## DESCRIPTION OF THE TASK:
When you copy the entries, match them exactly and omit the pictures.

## RECORDS FOR THIS EXERCISE:
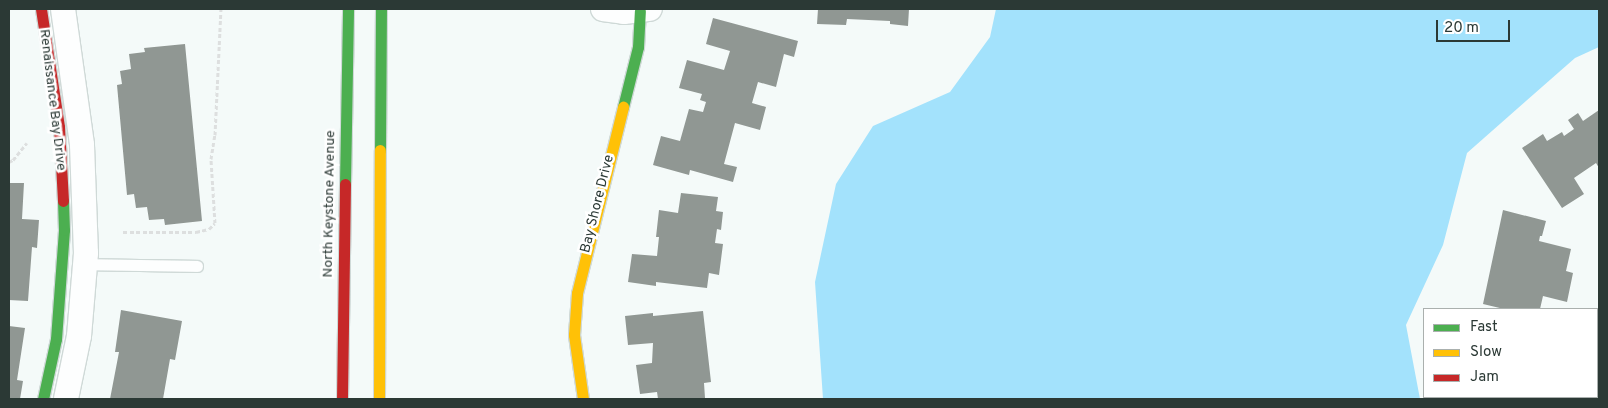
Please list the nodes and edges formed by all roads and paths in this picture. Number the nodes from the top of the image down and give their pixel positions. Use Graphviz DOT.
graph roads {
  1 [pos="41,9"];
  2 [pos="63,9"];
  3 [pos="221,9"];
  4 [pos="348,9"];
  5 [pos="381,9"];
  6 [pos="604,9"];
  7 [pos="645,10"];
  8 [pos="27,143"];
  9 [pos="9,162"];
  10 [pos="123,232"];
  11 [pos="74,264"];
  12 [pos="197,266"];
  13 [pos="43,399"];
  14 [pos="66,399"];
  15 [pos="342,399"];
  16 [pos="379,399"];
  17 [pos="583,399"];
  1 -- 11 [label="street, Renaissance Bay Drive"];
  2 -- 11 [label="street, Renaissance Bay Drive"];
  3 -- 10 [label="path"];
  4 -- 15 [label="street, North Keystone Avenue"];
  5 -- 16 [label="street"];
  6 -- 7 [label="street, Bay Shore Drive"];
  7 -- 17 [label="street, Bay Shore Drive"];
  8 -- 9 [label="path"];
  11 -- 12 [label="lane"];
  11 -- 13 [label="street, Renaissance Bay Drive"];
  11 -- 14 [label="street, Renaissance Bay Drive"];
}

## SOLUTION:
Please list the nodes and edges formed by all roads and paths in this picture. Number the nodes from the top of the image down and give their pixel positions. Use Graphviz DOT.
graph roads {
  1 [pos="41,9"];
  2 [pos="63,9"];
  3 [pos="221,9"];
  4 [pos="348,9"];
  5 [pos="381,9"];
  6 [pos="604,9"];
  7 [pos="645,10"];
  8 [pos="27,143"];
  9 [pos="9,162"];
  10 [pos="123,232"];
  11 [pos="74,264"];
  12 [pos="197,266"];
  13 [pos="43,399"];
  14 [pos="66,399"];
  15 [pos="342,399"];
  16 [pos="379,399"];
  17 [pos="583,399"];
  1 -- 11 [label="street, Renaissance Bay Drive"];
  2 -- 11 [label="street, Renaissance Bay Drive"];
  3 -- 10 [label="path"];
  4 -- 15 [label="street, North Keystone Avenue"];
  5 -- 16 [label="street"];
  6 -- 7 [label="street, Bay Shore Drive"];
  7 -- 17 [label="street, Bay Shore Drive"];
  8 -- 9 [label="path"];
  11 -- 12 [label="lane"];
  11 -- 13 [label="street, Renaissance Bay Drive"];
  11 -- 14 [label="street, Renaissance Bay Drive"];
}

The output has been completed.